Control Board Selection
Control Board Selection
To control motors and read sensors, we needed a microcontroller or single-board computer in the AutoBoard. Our initial requirements were that the board had to have some amount of input/output pins, and it had to have WiFi. We had many options available, so we decided to stick with something we’ve already worked with before. We immediately narrowed down our search to three options: an Arduino, a Raspberry Pi, or a TI Connected Launchpad.
Arduino
There are many Arduino boards available, and many with networking. The Arduino Nano IoT 33 quickly got our attention, as a board that was pretty small, has just enough analog input for if we used hall effect sensors, and has some digital output for driving motors. The Nano IoT 33 also has WiFi, which we needed. The process on the Arduino is slow compared to the Raspberry Pi, but we decided to have a very low-level onboard chess engine, and use Lichess’s bot for more challenging AI matches.
Raspberry Pi
There are a few Raspberry Pi boards, but we decided to consider the Raspberry Pi Zero W, because it is the smallest of the boards and still has WiFi and the same GPIO pins. However, we had mixed feelings about the full onboard operating system. We really didn’t need a full OS, but it would allow for more rapid prototyping by being able to run commands directly over an SSH connection. The larger process on the Pi also would allow for a better onboard chess engine, as we could likely run Stockfish, something that would be impossible on a microcontroller as opposed to the single-board computer. However, because of the use of a full OS, we would have to figure out how to protect the SD card from corruption if the board was unplugged without going through the shutdown process. This was a massive drawback. We also didn’t need the bulk of a full OS, and managing this could waste time.
TI Connected Launchpad
We also had a Connected Launchpad board, a lesser-known microcontroller made by Texas Instruments. The version we had featured plenty of GPIO, an Ethernet port, and optional WiFi add-on modules. We didn’t have nearly as much experience with the Launchpad and decided that the board we already had was far too big, but didn’t want to have to learn how to use a smaller board.

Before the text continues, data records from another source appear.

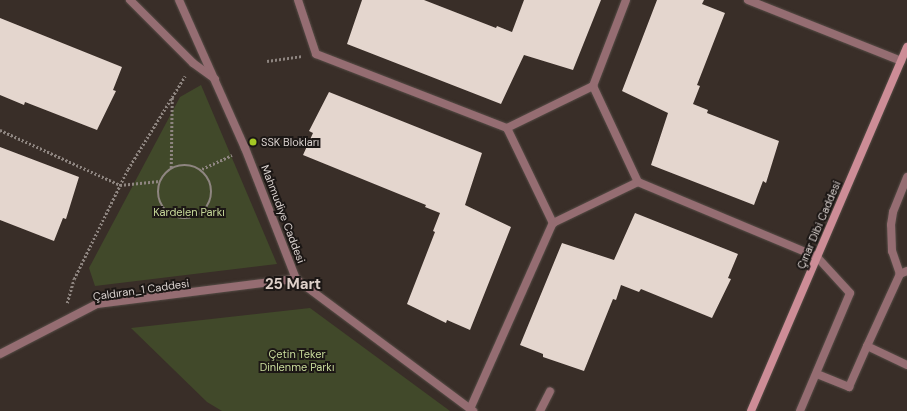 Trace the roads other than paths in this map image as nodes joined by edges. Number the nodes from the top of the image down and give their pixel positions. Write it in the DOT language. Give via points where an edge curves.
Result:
graph roads {
  1 [pos="130,0"];
  2 [pos="179,0"];
  3 [pos="298,0"];
  4 [pos="626,0"];
  5 [pos="748,0"];
  6 [pos="907,47"];
  7 [pos="901,61"];
  8 [pos="216,79"];
  9 [pos="592,86"];
  10 [pos="507,128"];
  11 [pos="907,177"];
  12 [pos="638,182"];
  13 [pos="553,223"];
  14 [pos="818,257"];
  15 [pos="903,273"];
  16 [pos="296,279"];
  17 [pos="867,346"];
  18 [pos="0,354"];
  19 [pos="907,365"];
  20 [pos="816,374"];
  21 [pos="550,390"];
  22 [pos="471,410"];
  23 [pos="540,411"];
  24 [pos="751,411"];
  25 [pos="800,411"];
  1 -- 8 [label="street" via="193,63"];
  2 -- 8 [label="street, Mahmudiye Caddesi"];
  3 -- 10 [label="street" via="316,54"];
  4 -- 9 [label="street"];
  5 -- 7 [label="street"];
  6 -- 7 [label="main road, Çınar Dibi Caddesi"];
  7 -- 14 [label="main road, Çınar Dibi Caddesi"];
  8 -- 16 [label="street, Mahmudiye Caddesi"];
  9 -- 10 [label="street"];
  9 -- 12 [label="street"];
  10 -- 13 [label="street"];
  11 -- 15 [label="street" via="893,212 891,225 892,251"];
  12 -- 13 [label="street"];
  12 -- 14 [label="street"];
  13 -- 22 [label="street"];
  14 -- 20 [label="street" via="850,293"];
  14 -- 24 [label="main road, Çınar Dibi Caddesi"];
  15 -- 17 [label="street"];
  16 -- 18 [label="street, Çaldıran_1 Caddesi" via="97,304"];
  16 -- 22 [label="street, Mahmudiye Caddesi"];
  17 -- 19 [label="street"];
  17 -- 20 [label="street" via="849,387"];
  20 -- 25 [label="street"];
  21 -- 23 [label="street"];
} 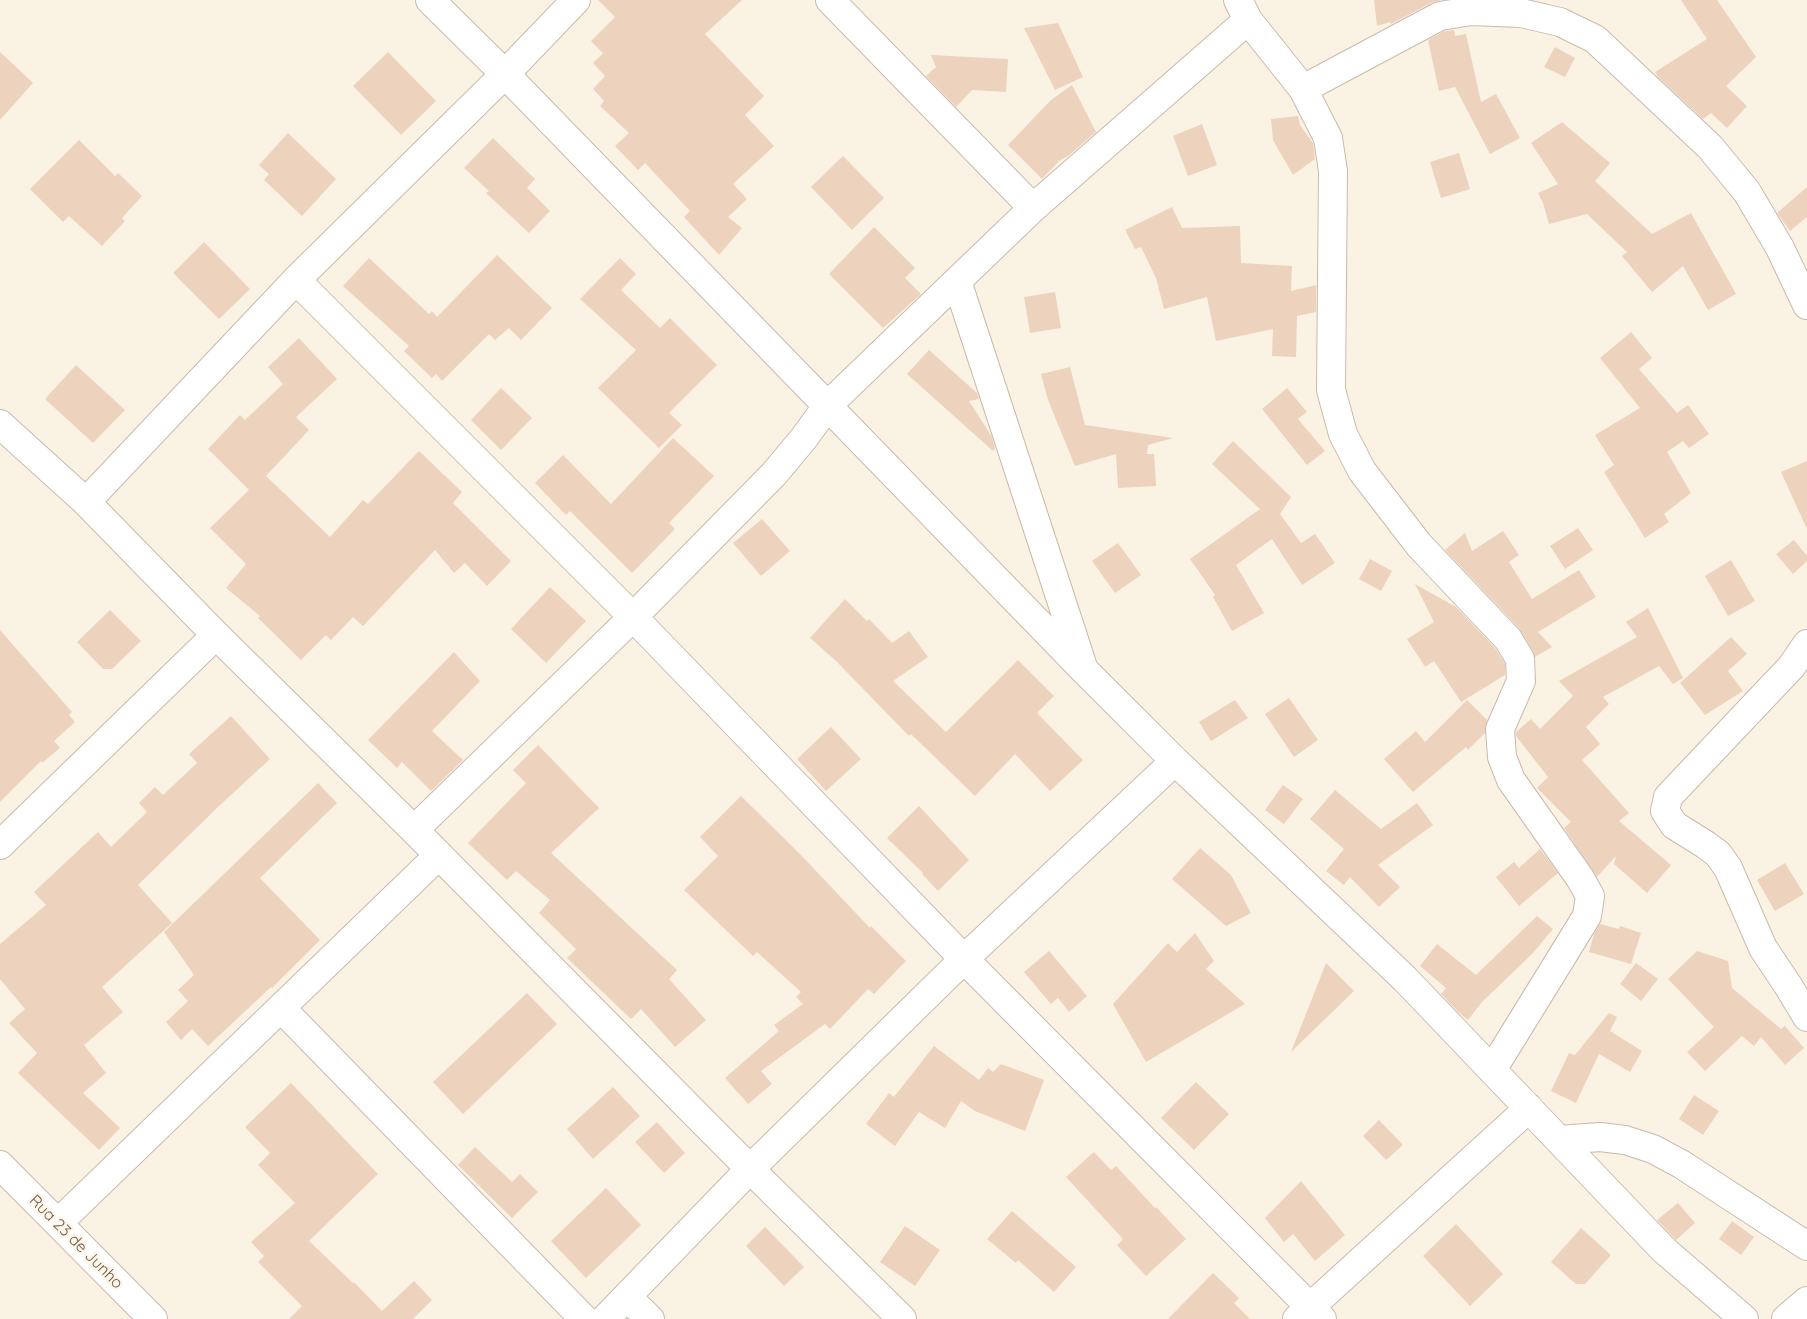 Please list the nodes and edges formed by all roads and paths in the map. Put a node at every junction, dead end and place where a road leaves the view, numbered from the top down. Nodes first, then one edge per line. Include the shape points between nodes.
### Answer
1 (430, 0) edge
2 (576, 0) edge
3 (830, 0) edge
4 (1243, 10) edge
5 (505, 74) junction
6 (1303, 89) junction
7 (1033, 208) junction
8 (296, 280) junction
9 (957, 281) junction
10 (1807, 306) edge
11 (828, 405) junction
12 (0, 424) edge
13 (86, 502) junction
14 (633, 617) junction
15 (216, 635) junction
16 (1807, 644) edge
17 (1084, 670) junction
18 (1175, 760) junction
19 (414, 830) junction
20 (0, 845) edge
21 (438, 856) junction
22 (964, 959) junction
23 (280, 1008) junction
24 (1807, 1017) edge
25 (1492, 1070) junction
26 (1529, 1108) junction
27 (1559, 1140) junction
28 (0, 1165) edge
29 (750, 1169) junction
30 (58, 1223) junction
31 (1807, 1246) edge
32 (627, 1296) junction
33 (1807, 1300) edge
34 (1310, 1315) edge
35 (152, 1319) edge
36 (584, 1319) edge
37 (605, 1319) edge
38 (650, 1319) edge
39 (902, 1319) edge
40 (1744, 1319) edge
41 (1786, 1319) edge

1 - 5 street
2 - 5 street
3 - 7 street
4 - 6 street
4 - 7 street
5 - 8 street
5 - 11 street
6 - 10 street via 1440,16 1471,11 1521,13 1560,22 1595,39 1710,148 1747,192 1780,248
6 - 25 street via 1328,138 1333,171 1331,390 1343,434 1362,471 1419,544 1508,639 1520,658 1520,681 1500,729 1502,757 1511,780 1590,896 1587,916
7 - 9 street
8 - 13 street
8 - 14 street
9 - 11 street
9 - 17 street
11 - 14 street via 774,474
11 - 17 street
12 - 13 street
13 - 15 street
14 - 19 street
14 - 22 street
15 - 19 street
15 - 20 street
16 - 24 street via 1792,666 1668,797 1665,811 1674,825 1718,854 1728,868 1763,948
17 - 18 street
18 - 22 street
18 - 25 street via 1405,979
19 - 21 street
21 - 23 street
21 - 29 street
22 - 29 street
22 - 34 street
23 - 30 street
23 - 36 street
25 - 26 street
26 - 27 street
26 - 34 street
27 - 31 street via 1600,1137 1625,1140 1653,1149
27 - 40 street via 1664,1250
28 - 30 street, Rua 23 de Junho
29 - 32 street
29 - 39 street
30 - 35 street, Rua 23 de Junho
32 - 37 street
32 - 38 street
33 - 41 street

Selection: Arduino Nano IoT 33
Our final decision was to use the Arduino Nano IoT 33. We liked this board’s small footprint and the fact that it had the exact amount of analog inputs we needed. We had quickly eliminated the Connected Launchpad, due to a lack of experience with the boards. The Raspberry Pi was a much stronger contender, but we decided that the drawbacks of having a full operating system available outweighed the benefits. The AutoBoard is meant to be relatively volatile, meaning users should be able to plug in and out the AutoBoard often. We didn’t want a shutdown process to hinder this, and although there are options to make the onboard SD card read-only, this was something we didn’t want to deal with and risk losing work due to mistakes or corruption. The main drawback to the Arduino was its slow processor, but Lichess’s API should be able to let us play games against bots, and not have to worry so much about a strong onboard AI opponent.